Very nice answer! –  JavaMan Mar 14 '11 at 20:11
    
@Raeder I don't get it.... how to calculate $\frac{\text{d}^n}{\text{d}\alpha^n}I(\alpha)$? –  athos Aug 1 at 9:02

Making a change of variable $u=x^2$ gives $$ \int_0^\infty {x^{2n} e^{ - x^2 } dx} = \frac{1}{2}\int_0^\infty {u^{n - 1/2} e^{ - u} du} = \frac{1}{2}\Gamma (n + 1/2). $$ Then from the well-known formula for the gamma function $$ \Gamma (n + 1/2) = \frac{{(2n)!}}{{4^n n!}}\sqrt \pi $$ we get $$ \int_0^\infty {x^{2n} e^{ - x^2 } dx} = \frac{{(2n)!}}{{2^{2n} n!}}\frac{{\sqrt \pi }}{2}. $$

Second approach.

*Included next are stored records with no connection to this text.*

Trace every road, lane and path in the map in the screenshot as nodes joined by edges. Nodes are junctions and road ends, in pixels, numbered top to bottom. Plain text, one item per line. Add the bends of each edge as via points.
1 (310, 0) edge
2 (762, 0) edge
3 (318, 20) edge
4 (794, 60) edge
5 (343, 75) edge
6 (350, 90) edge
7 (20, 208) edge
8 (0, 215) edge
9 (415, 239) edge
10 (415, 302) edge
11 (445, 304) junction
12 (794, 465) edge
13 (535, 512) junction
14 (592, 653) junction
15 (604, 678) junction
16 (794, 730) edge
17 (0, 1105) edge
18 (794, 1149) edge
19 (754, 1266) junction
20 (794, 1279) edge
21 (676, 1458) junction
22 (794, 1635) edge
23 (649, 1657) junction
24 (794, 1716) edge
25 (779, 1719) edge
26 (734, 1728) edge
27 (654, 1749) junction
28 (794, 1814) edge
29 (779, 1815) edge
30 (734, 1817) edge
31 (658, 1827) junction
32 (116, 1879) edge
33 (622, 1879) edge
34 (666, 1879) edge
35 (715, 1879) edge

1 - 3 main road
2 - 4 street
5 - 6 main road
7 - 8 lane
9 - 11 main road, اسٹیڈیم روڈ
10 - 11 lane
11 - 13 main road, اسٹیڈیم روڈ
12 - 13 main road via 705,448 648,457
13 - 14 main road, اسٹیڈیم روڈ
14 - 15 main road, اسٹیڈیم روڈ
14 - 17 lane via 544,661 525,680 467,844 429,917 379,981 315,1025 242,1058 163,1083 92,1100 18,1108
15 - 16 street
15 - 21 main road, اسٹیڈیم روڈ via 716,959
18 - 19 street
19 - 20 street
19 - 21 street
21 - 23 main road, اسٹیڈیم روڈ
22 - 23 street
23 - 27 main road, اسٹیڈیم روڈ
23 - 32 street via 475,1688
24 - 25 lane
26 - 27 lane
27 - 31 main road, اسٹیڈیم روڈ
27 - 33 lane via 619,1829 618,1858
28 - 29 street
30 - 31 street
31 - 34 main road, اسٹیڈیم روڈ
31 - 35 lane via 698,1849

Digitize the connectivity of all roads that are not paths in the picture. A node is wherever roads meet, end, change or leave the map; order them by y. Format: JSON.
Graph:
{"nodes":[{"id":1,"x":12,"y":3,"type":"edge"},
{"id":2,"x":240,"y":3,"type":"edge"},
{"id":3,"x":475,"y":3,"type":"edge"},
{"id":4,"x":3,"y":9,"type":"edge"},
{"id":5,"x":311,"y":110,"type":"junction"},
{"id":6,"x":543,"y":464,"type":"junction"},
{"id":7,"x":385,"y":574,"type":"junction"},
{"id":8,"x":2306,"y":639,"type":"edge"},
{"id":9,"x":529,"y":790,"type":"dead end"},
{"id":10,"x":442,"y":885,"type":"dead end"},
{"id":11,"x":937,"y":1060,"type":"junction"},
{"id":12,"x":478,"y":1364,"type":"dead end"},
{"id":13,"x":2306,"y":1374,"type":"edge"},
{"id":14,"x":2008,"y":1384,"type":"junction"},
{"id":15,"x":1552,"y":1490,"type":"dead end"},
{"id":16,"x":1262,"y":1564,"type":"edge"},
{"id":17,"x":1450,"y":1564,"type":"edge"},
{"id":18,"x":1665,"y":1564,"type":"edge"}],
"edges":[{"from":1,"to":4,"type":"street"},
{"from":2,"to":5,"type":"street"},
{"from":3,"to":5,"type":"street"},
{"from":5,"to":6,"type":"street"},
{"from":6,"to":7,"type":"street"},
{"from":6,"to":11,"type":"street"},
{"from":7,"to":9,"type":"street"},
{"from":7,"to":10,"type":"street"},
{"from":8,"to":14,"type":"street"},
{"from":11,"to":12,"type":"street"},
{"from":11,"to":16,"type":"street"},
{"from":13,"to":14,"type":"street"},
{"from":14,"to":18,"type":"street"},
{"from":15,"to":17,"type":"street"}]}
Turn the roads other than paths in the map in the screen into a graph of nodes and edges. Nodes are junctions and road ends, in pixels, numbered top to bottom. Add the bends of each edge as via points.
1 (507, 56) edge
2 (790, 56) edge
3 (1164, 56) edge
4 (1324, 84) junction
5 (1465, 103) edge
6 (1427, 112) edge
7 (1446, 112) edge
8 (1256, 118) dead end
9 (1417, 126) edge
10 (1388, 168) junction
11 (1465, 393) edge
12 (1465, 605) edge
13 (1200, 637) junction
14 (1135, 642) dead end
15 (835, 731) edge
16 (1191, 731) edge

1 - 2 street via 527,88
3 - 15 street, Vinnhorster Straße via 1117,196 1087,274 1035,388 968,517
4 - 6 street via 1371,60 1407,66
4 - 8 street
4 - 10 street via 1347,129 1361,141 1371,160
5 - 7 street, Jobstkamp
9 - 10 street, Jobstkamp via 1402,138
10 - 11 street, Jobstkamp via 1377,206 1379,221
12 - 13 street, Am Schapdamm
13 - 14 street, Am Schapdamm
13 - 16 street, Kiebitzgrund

Writing $$ \int_0^\infty {x^{2n} e^{ - x^2 } dx} = \frac{1}{2} \frac{{\sqrt {2\pi (1/2)} }}{{\sqrt {2\pi (1/2)} }} \int_{ - \infty }^\infty {x^{2n} \exp \bigg( - \frac{{x^2 }}{{2(1/2)}}\bigg)dx} $$ shows that $$ \int_0^\infty {x^{2n} e^{ - x^2 } dx} = \frac{{\sqrt \pi }}{2}{\rm E}[X^{2n} ], $$ where ${\rm E}[X^{2n} ]$ is the $2n$-th moment of the Normal$(0,1/2)$ distribution. Now you can see how others, here for example, find ${\rm E}[X^{2n} ]$ (for a Normal$(0,\sigma^2)$ distribution). The simplest approach may be to use integration by parts. I'll leave it to you.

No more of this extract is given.